[Dataset entries]
- Opening Delimiter -

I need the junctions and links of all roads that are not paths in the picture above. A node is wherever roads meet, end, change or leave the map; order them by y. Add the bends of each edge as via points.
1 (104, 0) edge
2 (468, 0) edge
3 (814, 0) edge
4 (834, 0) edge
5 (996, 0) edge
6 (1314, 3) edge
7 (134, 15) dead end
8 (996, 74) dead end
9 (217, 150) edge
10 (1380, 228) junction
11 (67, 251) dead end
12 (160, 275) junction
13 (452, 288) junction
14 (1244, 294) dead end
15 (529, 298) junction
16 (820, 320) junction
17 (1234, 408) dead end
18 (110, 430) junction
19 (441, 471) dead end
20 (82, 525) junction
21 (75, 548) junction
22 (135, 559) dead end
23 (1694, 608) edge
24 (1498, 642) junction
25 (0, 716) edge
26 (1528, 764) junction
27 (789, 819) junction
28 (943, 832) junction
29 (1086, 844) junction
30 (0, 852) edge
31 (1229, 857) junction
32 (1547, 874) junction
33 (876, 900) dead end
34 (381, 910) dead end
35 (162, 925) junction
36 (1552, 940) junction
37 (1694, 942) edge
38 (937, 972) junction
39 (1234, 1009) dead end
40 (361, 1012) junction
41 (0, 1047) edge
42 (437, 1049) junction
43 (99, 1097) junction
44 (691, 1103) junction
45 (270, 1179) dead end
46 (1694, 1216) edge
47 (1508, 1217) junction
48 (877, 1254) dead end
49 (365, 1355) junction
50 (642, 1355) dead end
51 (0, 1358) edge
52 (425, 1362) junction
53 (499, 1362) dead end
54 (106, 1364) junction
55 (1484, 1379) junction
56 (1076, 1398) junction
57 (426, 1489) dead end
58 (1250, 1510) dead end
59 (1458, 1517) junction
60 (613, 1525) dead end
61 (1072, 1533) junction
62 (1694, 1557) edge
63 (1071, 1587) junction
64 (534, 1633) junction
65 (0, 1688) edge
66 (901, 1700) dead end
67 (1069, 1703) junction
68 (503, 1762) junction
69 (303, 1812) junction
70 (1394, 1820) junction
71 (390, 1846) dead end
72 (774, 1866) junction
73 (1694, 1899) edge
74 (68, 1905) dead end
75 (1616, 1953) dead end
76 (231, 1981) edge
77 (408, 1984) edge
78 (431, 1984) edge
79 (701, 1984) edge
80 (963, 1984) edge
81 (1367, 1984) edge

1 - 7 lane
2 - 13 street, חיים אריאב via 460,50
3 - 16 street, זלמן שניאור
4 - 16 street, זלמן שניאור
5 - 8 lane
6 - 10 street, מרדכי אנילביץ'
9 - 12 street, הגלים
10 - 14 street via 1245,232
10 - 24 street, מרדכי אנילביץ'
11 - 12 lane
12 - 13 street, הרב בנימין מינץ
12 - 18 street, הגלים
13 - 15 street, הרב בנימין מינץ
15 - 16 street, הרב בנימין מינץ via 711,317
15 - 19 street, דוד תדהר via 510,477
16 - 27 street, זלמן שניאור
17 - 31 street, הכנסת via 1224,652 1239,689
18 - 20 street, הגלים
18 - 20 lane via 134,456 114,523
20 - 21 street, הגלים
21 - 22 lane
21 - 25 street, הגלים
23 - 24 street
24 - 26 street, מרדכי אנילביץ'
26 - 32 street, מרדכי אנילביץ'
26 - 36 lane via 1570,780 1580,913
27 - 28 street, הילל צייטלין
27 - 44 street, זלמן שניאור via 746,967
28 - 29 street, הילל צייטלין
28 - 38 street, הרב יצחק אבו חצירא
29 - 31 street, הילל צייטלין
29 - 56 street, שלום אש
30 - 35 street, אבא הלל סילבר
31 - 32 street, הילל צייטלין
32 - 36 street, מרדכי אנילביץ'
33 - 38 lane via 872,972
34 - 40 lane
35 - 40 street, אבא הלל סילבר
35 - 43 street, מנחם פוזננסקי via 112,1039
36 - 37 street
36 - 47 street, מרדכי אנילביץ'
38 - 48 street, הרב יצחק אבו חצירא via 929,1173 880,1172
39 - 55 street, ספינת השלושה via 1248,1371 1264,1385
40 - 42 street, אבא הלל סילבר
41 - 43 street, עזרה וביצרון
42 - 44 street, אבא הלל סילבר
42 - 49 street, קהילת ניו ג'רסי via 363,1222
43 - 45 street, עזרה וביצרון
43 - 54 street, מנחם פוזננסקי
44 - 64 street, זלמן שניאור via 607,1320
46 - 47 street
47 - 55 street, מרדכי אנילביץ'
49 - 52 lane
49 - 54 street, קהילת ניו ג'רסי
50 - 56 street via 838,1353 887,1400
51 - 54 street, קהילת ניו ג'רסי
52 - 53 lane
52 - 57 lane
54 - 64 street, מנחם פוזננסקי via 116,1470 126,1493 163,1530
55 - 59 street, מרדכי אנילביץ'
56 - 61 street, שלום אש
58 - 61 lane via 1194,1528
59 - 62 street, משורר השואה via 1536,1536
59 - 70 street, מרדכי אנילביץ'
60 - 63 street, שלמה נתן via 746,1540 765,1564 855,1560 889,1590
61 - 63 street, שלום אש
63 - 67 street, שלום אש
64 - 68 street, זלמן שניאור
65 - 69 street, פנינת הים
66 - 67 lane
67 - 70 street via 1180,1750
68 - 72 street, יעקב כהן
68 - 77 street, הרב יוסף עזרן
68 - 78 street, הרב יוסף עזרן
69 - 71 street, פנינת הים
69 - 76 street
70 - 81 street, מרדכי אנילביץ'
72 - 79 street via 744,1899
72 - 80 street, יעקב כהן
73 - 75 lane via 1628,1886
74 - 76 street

- Closing Delimiter -
- Opening Delimiter -

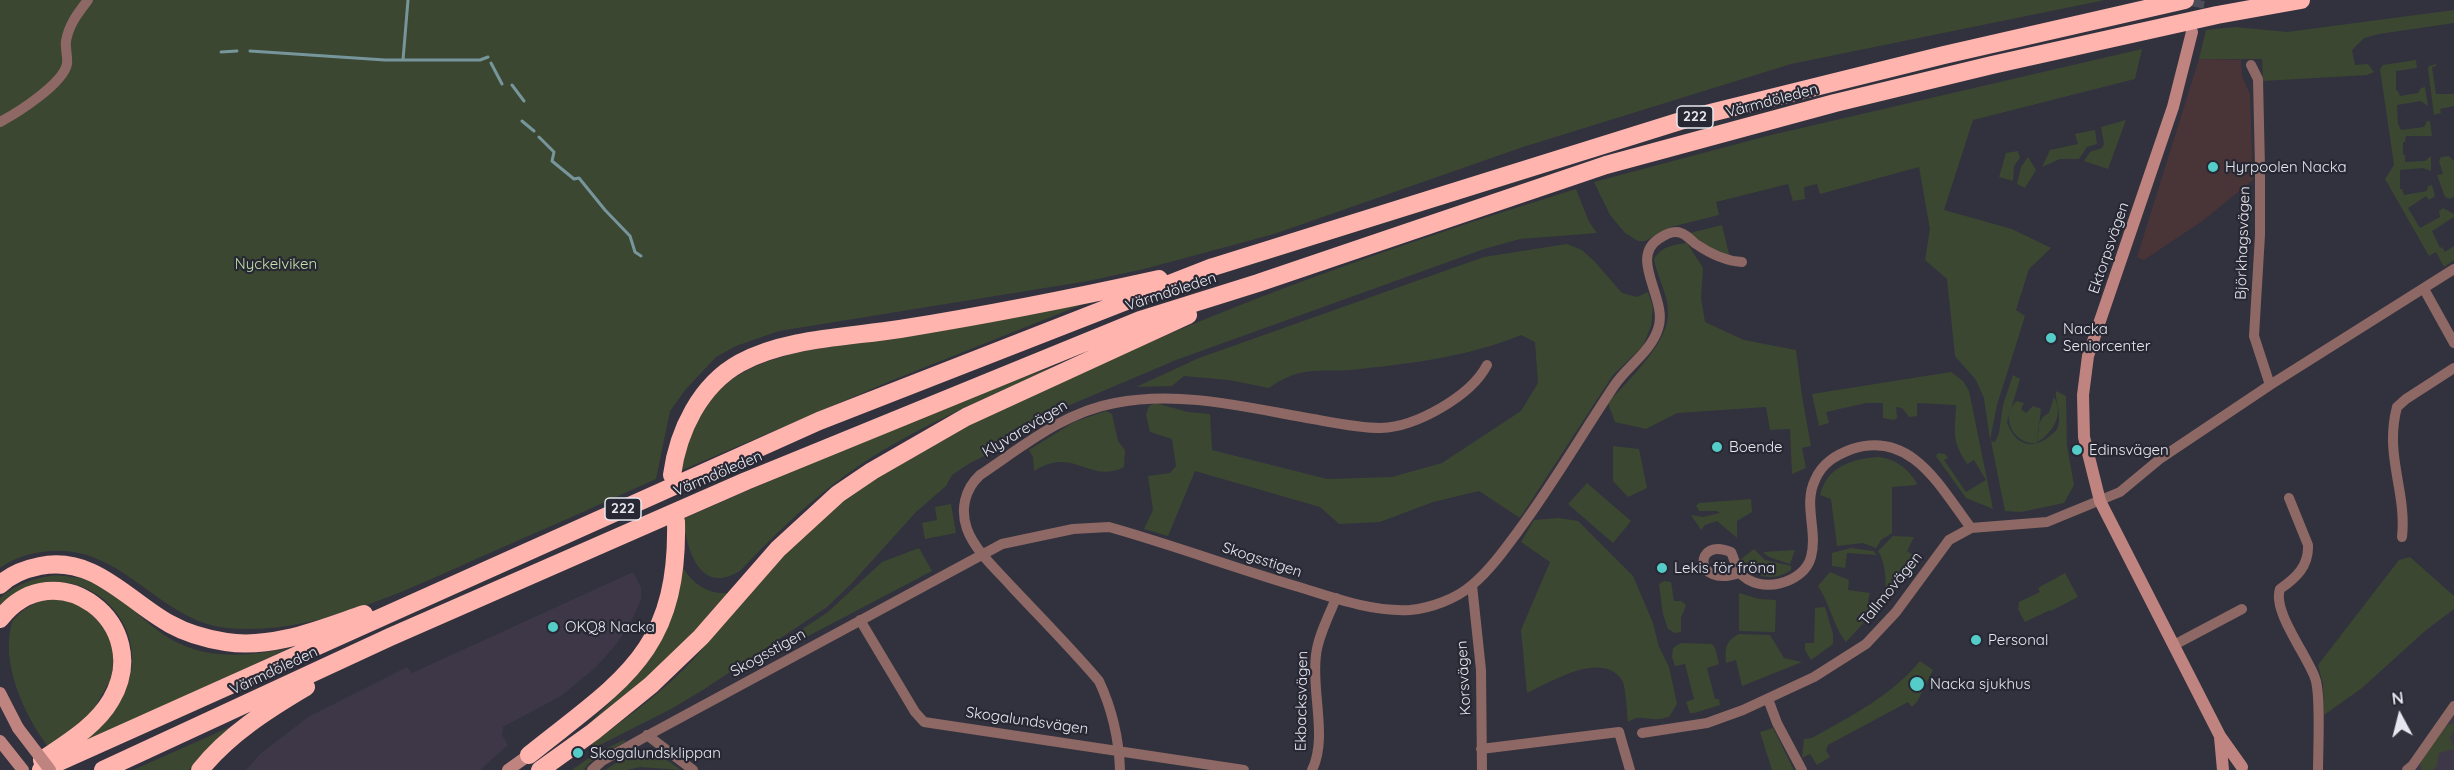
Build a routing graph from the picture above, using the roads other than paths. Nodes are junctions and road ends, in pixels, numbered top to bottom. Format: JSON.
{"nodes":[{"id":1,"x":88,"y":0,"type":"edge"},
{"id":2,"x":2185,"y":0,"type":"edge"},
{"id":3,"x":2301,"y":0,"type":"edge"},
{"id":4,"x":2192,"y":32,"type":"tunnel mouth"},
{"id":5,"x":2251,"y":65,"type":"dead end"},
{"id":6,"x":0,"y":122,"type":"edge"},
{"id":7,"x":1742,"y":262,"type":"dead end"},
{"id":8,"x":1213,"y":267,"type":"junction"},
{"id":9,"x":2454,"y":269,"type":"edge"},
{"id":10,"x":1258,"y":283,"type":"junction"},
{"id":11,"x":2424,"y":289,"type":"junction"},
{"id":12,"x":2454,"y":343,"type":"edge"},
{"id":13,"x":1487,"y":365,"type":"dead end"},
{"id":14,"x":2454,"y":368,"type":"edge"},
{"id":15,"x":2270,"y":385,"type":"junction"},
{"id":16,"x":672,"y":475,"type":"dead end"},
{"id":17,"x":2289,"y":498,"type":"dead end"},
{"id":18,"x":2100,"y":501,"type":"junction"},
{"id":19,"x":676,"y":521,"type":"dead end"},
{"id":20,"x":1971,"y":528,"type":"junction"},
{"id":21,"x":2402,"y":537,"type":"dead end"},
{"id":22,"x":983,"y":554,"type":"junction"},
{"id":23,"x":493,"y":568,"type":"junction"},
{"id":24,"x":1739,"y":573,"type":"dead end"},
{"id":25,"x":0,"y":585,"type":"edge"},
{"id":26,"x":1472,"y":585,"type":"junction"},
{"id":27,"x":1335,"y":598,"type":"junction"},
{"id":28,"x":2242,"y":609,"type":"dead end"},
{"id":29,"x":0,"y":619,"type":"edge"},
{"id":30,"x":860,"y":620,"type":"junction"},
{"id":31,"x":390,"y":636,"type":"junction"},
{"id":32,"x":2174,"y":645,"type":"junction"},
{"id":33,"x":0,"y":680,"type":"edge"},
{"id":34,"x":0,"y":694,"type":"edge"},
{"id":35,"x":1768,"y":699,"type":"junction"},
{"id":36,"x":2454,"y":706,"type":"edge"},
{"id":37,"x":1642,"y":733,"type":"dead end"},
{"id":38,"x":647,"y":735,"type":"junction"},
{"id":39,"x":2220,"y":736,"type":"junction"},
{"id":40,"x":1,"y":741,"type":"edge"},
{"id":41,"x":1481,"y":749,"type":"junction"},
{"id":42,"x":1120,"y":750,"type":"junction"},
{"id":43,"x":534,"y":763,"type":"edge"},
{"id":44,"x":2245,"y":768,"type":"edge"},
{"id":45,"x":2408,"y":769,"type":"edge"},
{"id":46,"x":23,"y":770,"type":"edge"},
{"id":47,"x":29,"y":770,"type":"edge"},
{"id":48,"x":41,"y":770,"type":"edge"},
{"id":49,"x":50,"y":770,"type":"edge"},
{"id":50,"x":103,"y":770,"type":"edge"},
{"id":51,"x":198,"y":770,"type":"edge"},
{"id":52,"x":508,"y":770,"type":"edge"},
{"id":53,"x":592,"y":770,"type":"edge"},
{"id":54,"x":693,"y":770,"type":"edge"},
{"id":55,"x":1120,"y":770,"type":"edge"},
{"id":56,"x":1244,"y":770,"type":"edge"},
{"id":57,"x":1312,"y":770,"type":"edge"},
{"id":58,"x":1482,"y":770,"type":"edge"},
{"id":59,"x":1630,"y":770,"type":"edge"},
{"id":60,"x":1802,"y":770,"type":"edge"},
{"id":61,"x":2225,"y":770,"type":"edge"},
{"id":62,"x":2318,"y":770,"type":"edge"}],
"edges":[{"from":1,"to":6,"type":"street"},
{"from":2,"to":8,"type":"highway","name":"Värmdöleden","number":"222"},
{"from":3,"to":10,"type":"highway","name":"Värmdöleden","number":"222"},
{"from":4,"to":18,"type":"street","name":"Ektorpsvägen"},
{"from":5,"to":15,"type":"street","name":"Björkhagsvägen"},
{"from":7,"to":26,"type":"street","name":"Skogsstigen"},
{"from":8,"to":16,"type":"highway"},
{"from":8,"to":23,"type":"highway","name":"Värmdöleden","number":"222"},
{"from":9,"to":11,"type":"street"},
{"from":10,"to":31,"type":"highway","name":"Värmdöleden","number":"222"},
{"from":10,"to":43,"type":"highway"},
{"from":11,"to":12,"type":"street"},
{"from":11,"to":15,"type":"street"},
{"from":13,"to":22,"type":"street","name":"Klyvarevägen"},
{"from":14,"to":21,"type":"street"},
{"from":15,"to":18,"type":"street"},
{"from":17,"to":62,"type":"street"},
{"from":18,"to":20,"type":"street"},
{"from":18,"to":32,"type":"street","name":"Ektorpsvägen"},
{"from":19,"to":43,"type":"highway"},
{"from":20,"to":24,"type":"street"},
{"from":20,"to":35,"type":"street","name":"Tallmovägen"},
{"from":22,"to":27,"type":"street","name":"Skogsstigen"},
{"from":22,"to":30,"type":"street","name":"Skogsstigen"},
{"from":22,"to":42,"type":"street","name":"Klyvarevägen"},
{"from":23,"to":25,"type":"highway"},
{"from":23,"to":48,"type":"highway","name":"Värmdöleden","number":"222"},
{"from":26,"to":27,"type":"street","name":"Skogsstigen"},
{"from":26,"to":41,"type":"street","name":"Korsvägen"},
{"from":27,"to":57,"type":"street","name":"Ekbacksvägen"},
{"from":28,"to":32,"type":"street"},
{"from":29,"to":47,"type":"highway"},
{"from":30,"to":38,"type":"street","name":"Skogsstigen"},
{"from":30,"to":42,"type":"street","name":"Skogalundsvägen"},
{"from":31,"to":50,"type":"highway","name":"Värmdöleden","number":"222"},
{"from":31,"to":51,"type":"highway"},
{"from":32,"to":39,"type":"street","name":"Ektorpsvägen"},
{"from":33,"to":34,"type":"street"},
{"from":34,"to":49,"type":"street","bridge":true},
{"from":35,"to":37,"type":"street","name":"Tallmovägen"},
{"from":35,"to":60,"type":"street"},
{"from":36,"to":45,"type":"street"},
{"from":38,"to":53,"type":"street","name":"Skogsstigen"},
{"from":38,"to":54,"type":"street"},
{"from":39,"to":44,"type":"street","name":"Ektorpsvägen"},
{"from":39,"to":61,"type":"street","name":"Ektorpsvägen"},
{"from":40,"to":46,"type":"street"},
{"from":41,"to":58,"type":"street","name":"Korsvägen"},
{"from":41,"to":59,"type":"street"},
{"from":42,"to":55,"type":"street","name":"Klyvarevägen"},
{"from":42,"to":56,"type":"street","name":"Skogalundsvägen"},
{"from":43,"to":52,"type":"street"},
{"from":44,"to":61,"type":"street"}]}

- Closing Delimiter -

— AIM OF THE TASK —
Only lines of the data holding the word "וביצרון" go in the answer. Please copy each of them.

— RESPONSE AREA —
41 - 43 street, עזרה וביצרון
43 - 45 street, עזרה וביצרון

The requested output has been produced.